(Stored data)
--------

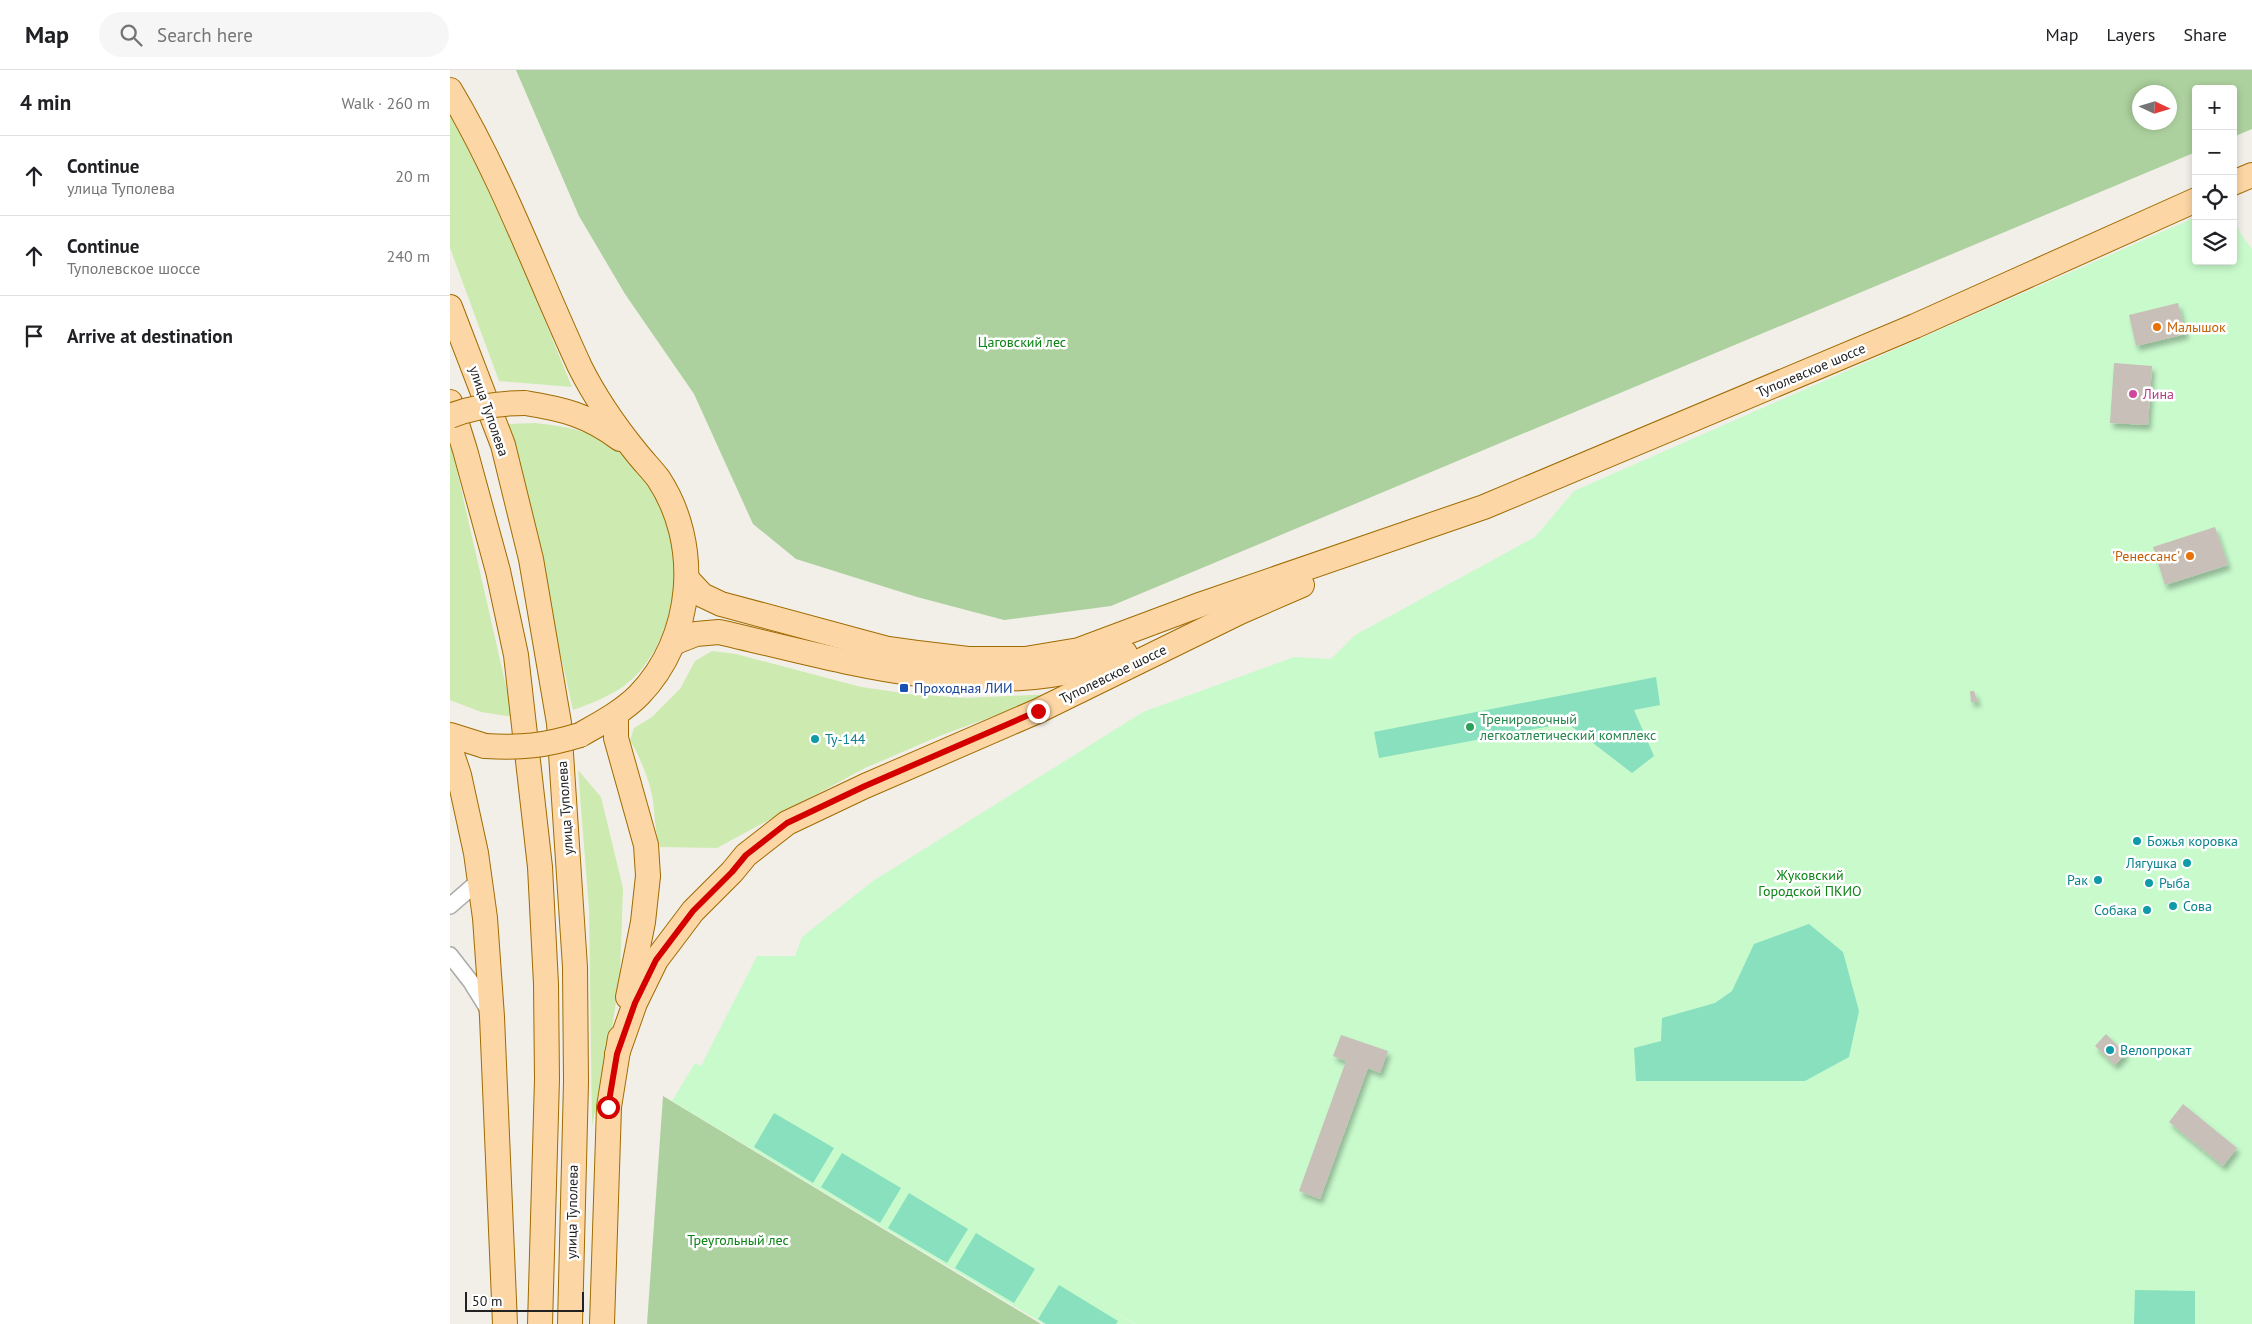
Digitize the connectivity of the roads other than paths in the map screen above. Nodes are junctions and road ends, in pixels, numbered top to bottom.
1 (450, 90) edge
2 (2252, 175) edge
3 (2237, 181) edge
4 (2192, 202) edge
5 (450, 307) edge
6 (450, 402) edge
7 (450, 416) edge
8 (635, 451) junction
9 (1422, 529) junction
10 (687, 579) junction
11 (1240, 612) junction
12 (673, 643) junction
13 (616, 715) junction
14 (450, 735) edge
15 (450, 748) edge
16 (480, 880) junction
17 (450, 906) edge
18 (455, 961) edge
19 (492, 1017) junction
20 (617, 1054) junction
21 (505, 1324) edge
22 (540, 1324) edge
23 (570, 1324) edge
24 (602, 1324) edge

1 - 8 main road
2 - 3 main road
4 - 9 main road, Туполевское шоссе
5 - 23 main road, улица Туполева
6 - 22 main road, улица Туполева
7 - 8 main road, bridge
8 - 10 main road
9 - 10 main road, Туполевское шоссе
9 - 11 main road, Туполевское шоссе
10 - 12 main road
11 - 12 main road, Туполевское шоссе
11 - 20 main road, Туполевское шоссе
12 - 13 main road
13 - 14 main road, bridge
13 - 20 main road
15 - 16 main road
16 - 17 street
16 - 19 main road
18 - 19 street
19 - 21 main road
20 - 24 main road

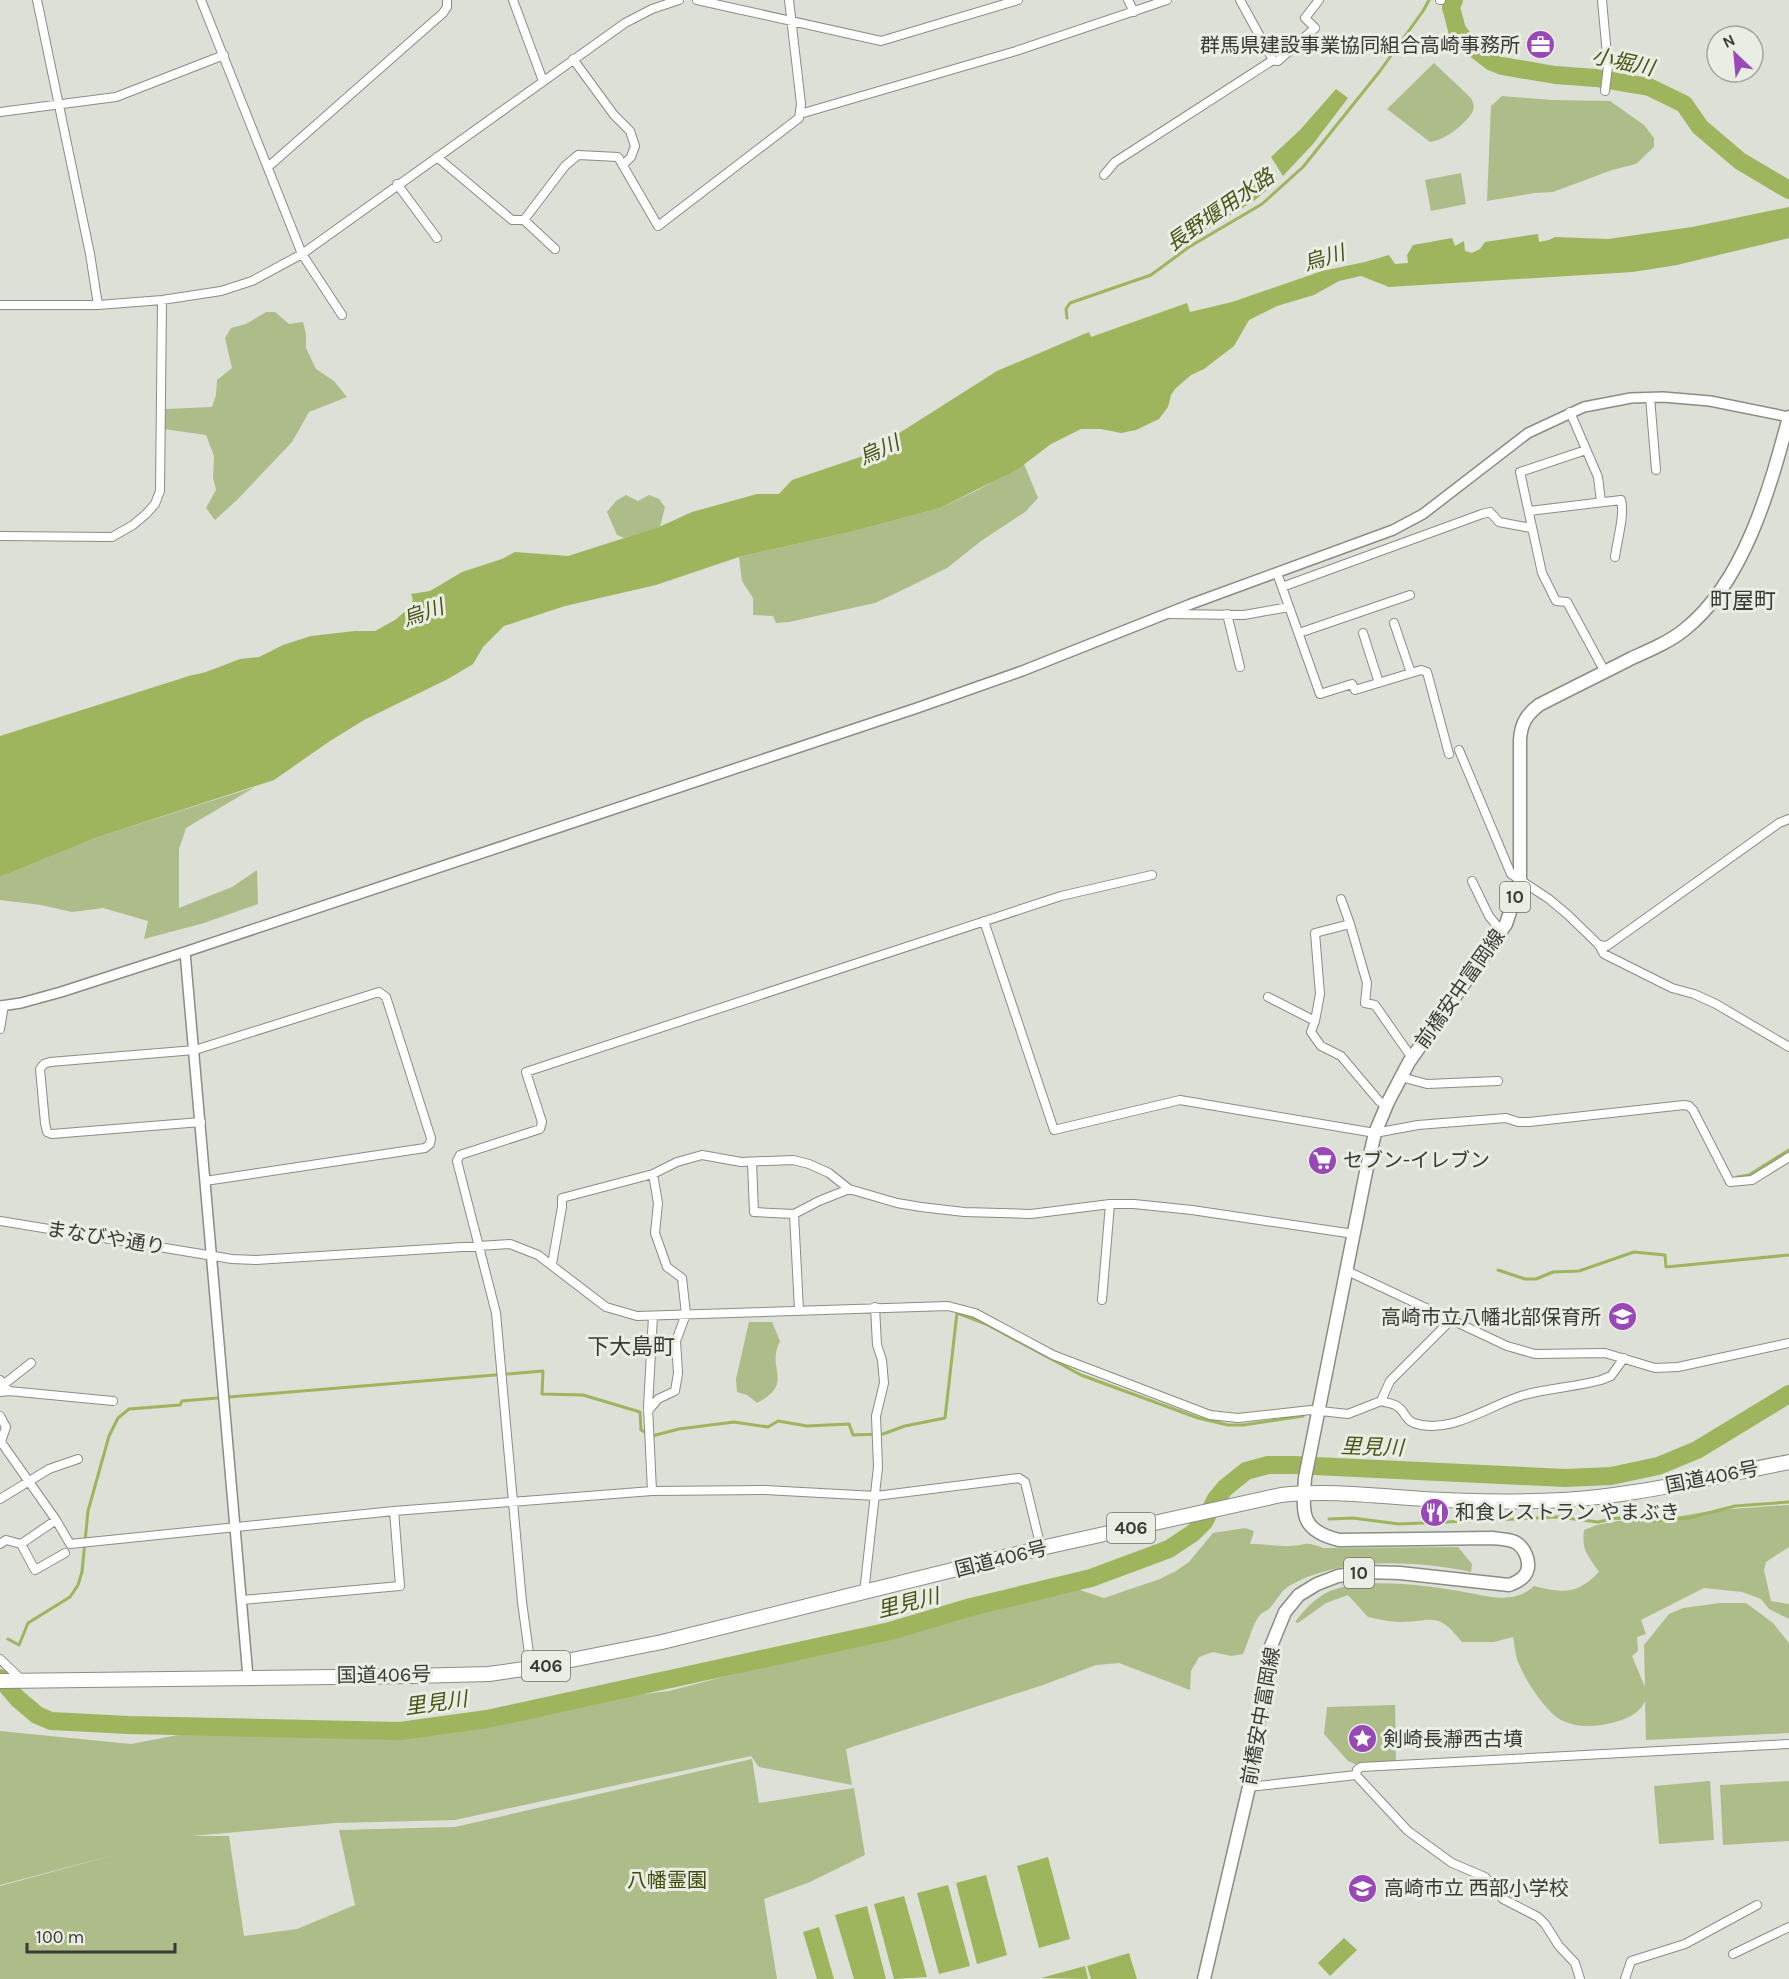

--------

#### [REQUIRED ACTION]
Reproduce all lines from the records above that include the word "шоссе".

#### [RESULT OF THIS TASK]
4 - 9 main road, Туполевское шоссе
9 - 10 main road, Туполевское шоссе
9 - 11 main road, Туполевское шоссе
11 - 12 main road, Туполевское шоссе
11 - 20 main road, Туполевское шоссе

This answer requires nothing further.